Exercise aim. Skip the images and repeat every entry word for word.

Records provided.
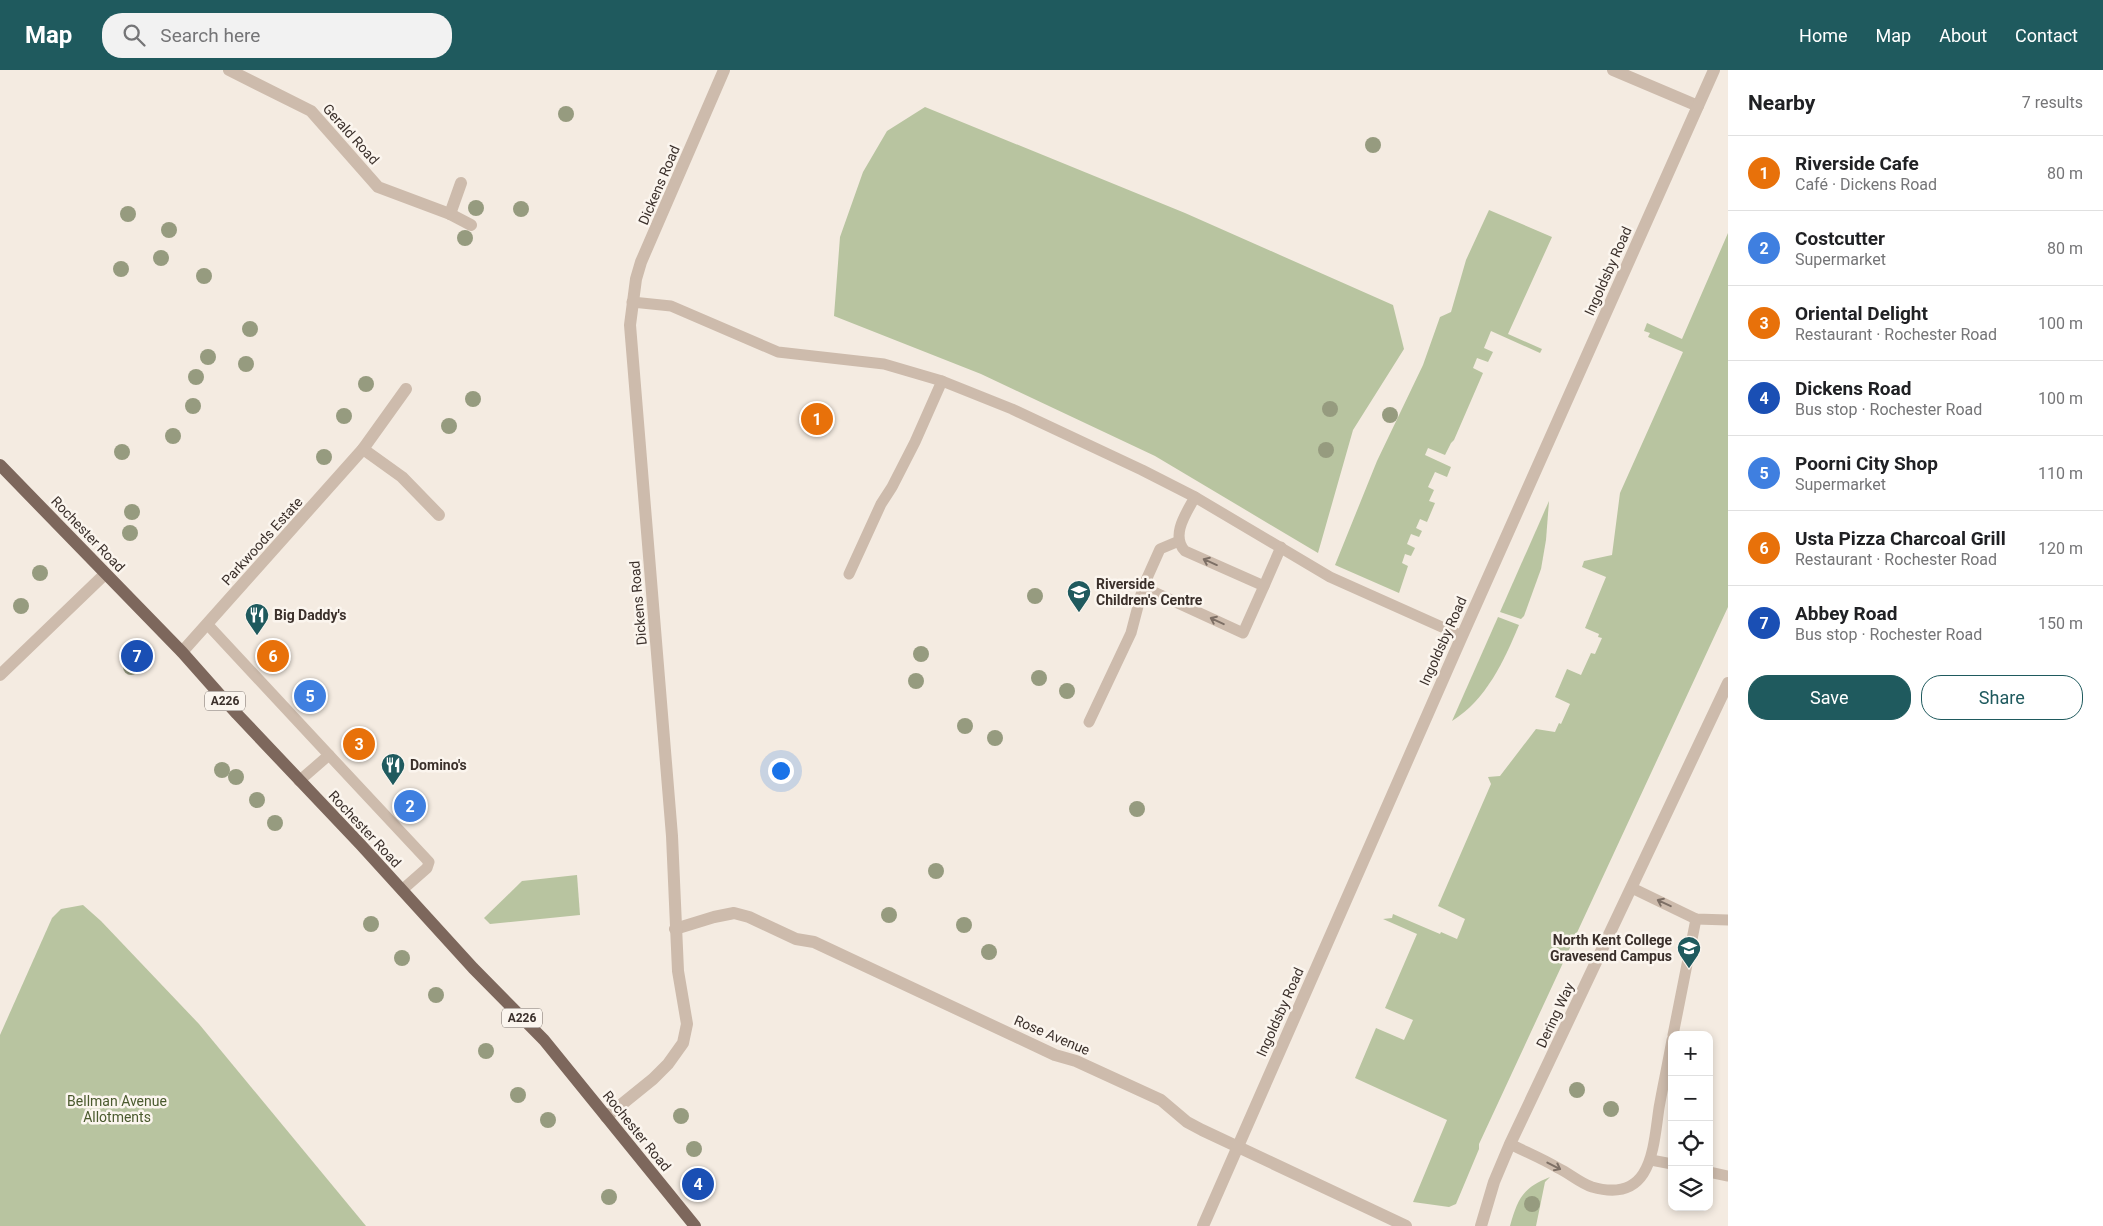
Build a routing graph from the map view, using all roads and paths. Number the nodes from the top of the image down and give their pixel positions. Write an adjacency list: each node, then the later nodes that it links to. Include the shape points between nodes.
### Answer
1 (229, 70): 7 (street, Gerald Road, via 311,111 378,188)
2 (724, 70): 9 (street, Dickens Road, via 641,262)
3 (1613, 70): 5 (street)
4 (1714, 70): 5 (street, Ingoldsby Road)
5 (1698, 106): 23 (street, Ingoldsby Road)
6 (461, 183): 7 (street)
7 (450, 214): 8 (street, Gerald Road)
8 (471, 225)
9 (632, 302): 10 (lane, via 671,306 778,352 884,364); 34 (street, Dickens Road, via 631,332 670,808)
10 (942, 381): 14 (lane, via 1097,448); 19 (lane)
11 (406, 389): 12 (street, Parkwoods Estate)
12 (363, 450): 15 (street, via 402,477); 22 (street, Parkwoods Estate)
13 (0, 465): 18 (main road, Rochester Road / A226)
14 (1195, 497): 16 (lane, via 1178,534); 17 (lane)
15 (438, 515)
16 (1179, 541): 20 (lane, one-way to 16, via 1184,551); 21 (lane, via 1160,549)
17 (1281, 547): 20 (lane); 23 (lane, via 1330,576)
18 (105, 574): 24 (main road, Rochester Road / A226); 25 (street)
19 (849, 574)
20 (1264, 586): 21 (lane, one-way to 21, via 1243,633)
21 (1143, 587): 27 (lane, via 1131,633)
22 (208, 625): 24 (street, Parkwoods Estate); 28 (lane)
23 (1462, 636): 39 (street, Ingoldsby Road)
24 (182, 652): 29 (main road, Rochester Road / A226)
25 (0, 675)
26 (1728, 683): 30 (street, Dering Way)
27 (1089, 722)
28 (329, 755): 29 (lane); 31 (lane, via 429,862 427,868)
29 (299, 781): 31 (main road, Rochester Road / A226)
30 (1632, 888): 32 (lane, one-way to 30); 38 (street, Dering Way)
31 (402, 890): 37 (main road, Rochester Road / A226, via 544,1040)
32 (1696, 919): 33 (lane); 35 (lane)
33 (1728, 920)
34 (675, 929): 37 (street, Dickens Road, via 686,1017 683,1043 661,1072); 39 (street, Rose Avenue, via 734,913 796,939 814,942 1058,1056 1161,1100 1187,1122)
35 (1674, 1031)
36 (1668, 1061): 40 (lane)
37 (606, 1117): 44 (main road, Rochester Road / A226)
38 (1510, 1144): 40 (lane, one-way to 40, via 1589,1186 1608,1191 1639,1180); 47 (street, Dering Way)
39 (1237, 1146): 45 (street, Ingoldsby Road); 46 (street, Rose Avenue)
40 (1651, 1160): 41 (lane)
41 (1668, 1163)
42 (1713, 1173): 43 (lane)
43 (1728, 1176)
44 (695, 1226)
45 (1203, 1226)
46 (1406, 1226)
47 (1481, 1226)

Answer to the exercise.
Build a routing graph from the map view, using all roads and paths. Number the nodes from the top of the image down and give their pixel positions. Write an adjacency list: each node, then the later nodes that it links to. Include the shape points between nodes.
### Answer
1 (229, 70): 7 (street, Gerald Road, via 311,111 378,188)
2 (724, 70): 9 (street, Dickens Road, via 641,262)
3 (1613, 70): 5 (street)
4 (1714, 70): 5 (street, Ingoldsby Road)
5 (1698, 106): 23 (street, Ingoldsby Road)
6 (461, 183): 7 (street)
7 (450, 214): 8 (street, Gerald Road)
8 (471, 225)
9 (632, 302): 10 (lane, via 671,306 778,352 884,364); 34 (street, Dickens Road, via 631,332 670,808)
10 (942, 381): 14 (lane, via 1097,448); 19 (lane)
11 (406, 389): 12 (street, Parkwoods Estate)
12 (363, 450): 15 (street, via 402,477); 22 (street, Parkwoods Estate)
13 (0, 465): 18 (main road, Rochester Road / A226)
14 (1195, 497): 16 (lane, via 1178,534); 17 (lane)
15 (438, 515)
16 (1179, 541): 20 (lane, one-way to 16, via 1184,551); 21 (lane, via 1160,549)
17 (1281, 547): 20 (lane); 23 (lane, via 1330,576)
18 (105, 574): 24 (main road, Rochester Road / A226); 25 (street)
19 (849, 574)
20 (1264, 586): 21 (lane, one-way to 21, via 1243,633)
21 (1143, 587): 27 (lane, via 1131,633)
22 (208, 625): 24 (street, Parkwoods Estate); 28 (lane)
23 (1462, 636): 39 (street, Ingoldsby Road)
24 (182, 652): 29 (main road, Rochester Road / A226)
25 (0, 675)
26 (1728, 683): 30 (street, Dering Way)
27 (1089, 722)
28 (329, 755): 29 (lane); 31 (lane, via 429,862 427,868)
29 (299, 781): 31 (main road, Rochester Road / A226)
30 (1632, 888): 32 (lane, one-way to 30); 38 (street, Dering Way)
31 (402, 890): 37 (main road, Rochester Road / A226, via 544,1040)
32 (1696, 919): 33 (lane); 35 (lane)
33 (1728, 920)
34 (675, 929): 37 (street, Dickens Road, via 686,1017 683,1043 661,1072); 39 (street, Rose Avenue, via 734,913 796,939 814,942 1058,1056 1161,1100 1187,1122)
35 (1674, 1031)
36 (1668, 1061): 40 (lane)
37 (606, 1117): 44 (main road, Rochester Road / A226)
38 (1510, 1144): 40 (lane, one-way to 40, via 1589,1186 1608,1191 1639,1180); 47 (street, Dering Way)
39 (1237, 1146): 45 (street, Ingoldsby Road); 46 (street, Rose Avenue)
40 (1651, 1160): 41 (lane)
41 (1668, 1163)
42 (1713, 1173): 43 (lane)
43 (1728, 1176)
44 (695, 1226)
45 (1203, 1226)
46 (1406, 1226)
47 (1481, 1226)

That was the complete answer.